Shutout secondary for hungry Tiger defense


Shutout secondary for hungry Tiger defense


By William Qualkinbush.

By William Qualkinbush.

For weeks, there has been a certain sentiment bubbling beneath the surface regarding No. 22 Clemson’s defense, a question that almost seems outrageous to ask of a unit.

Is this year’s version of the Tiger defense the best ever?

A strong case can be made following Saturday’s 28-0 victory over Georgia State. Those in attendance who witnessed bygone eras of Tiger football might have thought they were watching a Danny Ford-coached defense swarm to make plays with the intent of killing the will of an opponent.

It was the second shutout of the season for these Tigers, and it very easily could have been the third if not for a late-game fumble return courtesy of South Carolina State in a September game that seems eons ago.

The 2014 season represents the first occasion since 1998—an otherwise regrettable season that ended with a coaching change—that the Tigers have recorded multiple shutouts. Defensive tackle Deshawn Williams says the ability to hold opponents to a goose egg stems from a mentality he and his teammates have worked hard to cultivate.

“The defense is not going to let in a bunch of points,” Williams said. “We’re going to be stingy. You’re going to have to earn everything you’re going to get.”

The Panthers earned very little in front of 77,000-plus purple-clad fans in Memorial Stadium on Saturday. They allowed only 155 yards and ten first downs in beating Georgia State into submission. Such a dominant effort will almost assuredly put the Tigers atop the NCAA rankings in total defense heading into an intrastate rivalry showdown that it may take a debilitating defensive output to win.

“You appreciate their effort and the end result, a byproduct of doing all of the other things that it takes to play well,” defensive coordinator Brent Venables said. “I’m really pleased with that.”

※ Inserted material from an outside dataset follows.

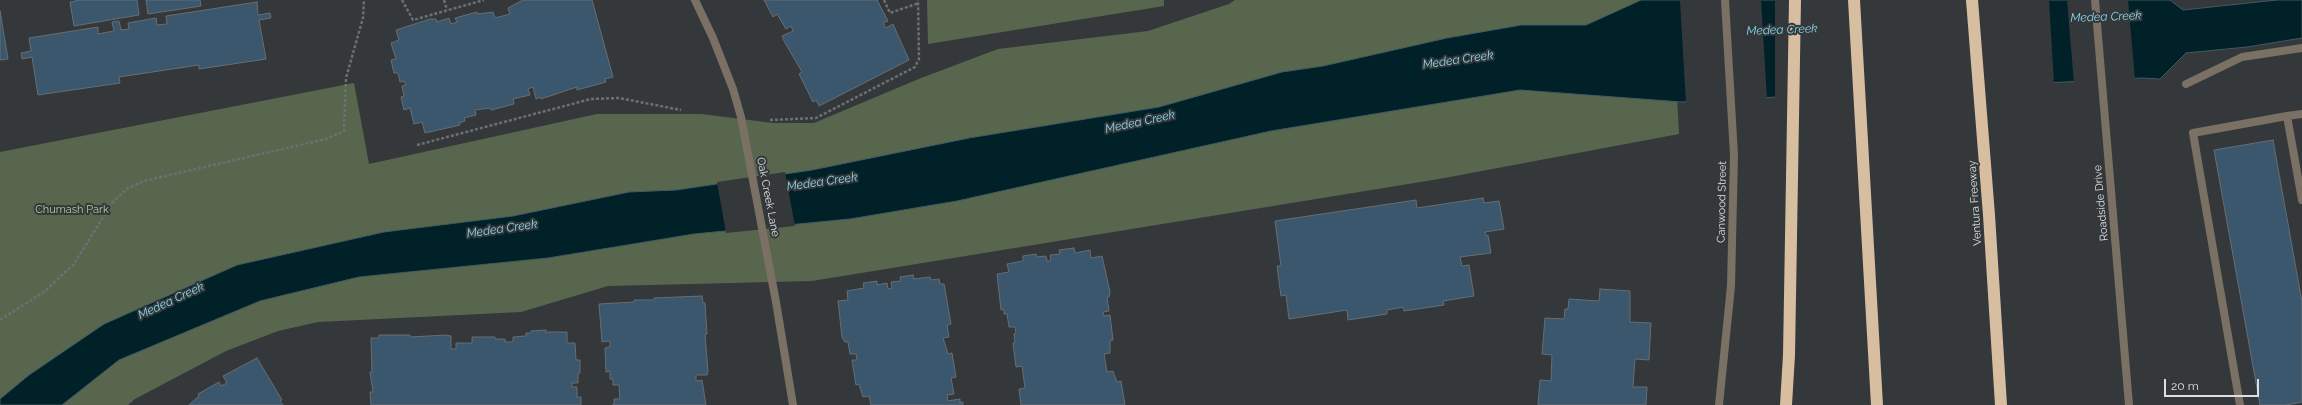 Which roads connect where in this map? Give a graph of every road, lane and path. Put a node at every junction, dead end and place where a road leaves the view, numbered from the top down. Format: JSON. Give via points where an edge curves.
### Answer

Some of Venables’ players were more dismissive of the shutout. They see Saturday’s game as a means rather than an end, a tune-up designed to prepare the football team for a more meaningful challenge seven days into the future.

“We’ve pretty much put this one out the window already,” safety Jayron Kearse said. “We’re trying to get a head start and get in there and take care of the Gamecocks next week.”

Linebacker Stephone Anthony was more forceful in his assessment of the team’s next assignment. As a senior like Williams and several other key contributors on defense, he realizes his final shot to knock the Gamecocks off of their Palmetto perch comes in short order.

Even with a chance to dwell on an unheard-of second shutout, he refuses to do so. He knows there are bigger things ahead.

“We need to move on,” Anthony said. “It’s time to get this one. We need to get this one coming up.”

Clemson teams are often defined primarily by the final game of the regular season, often to the detriment—or even outright exclusion—of a year’s worth of accomplishments. The Clemson defense has a chance to make nights like Saturday in a season of suffocation stick in the minds of fans, to validate the 2014 campaign forever with one final masterpiece that can cement a legacy.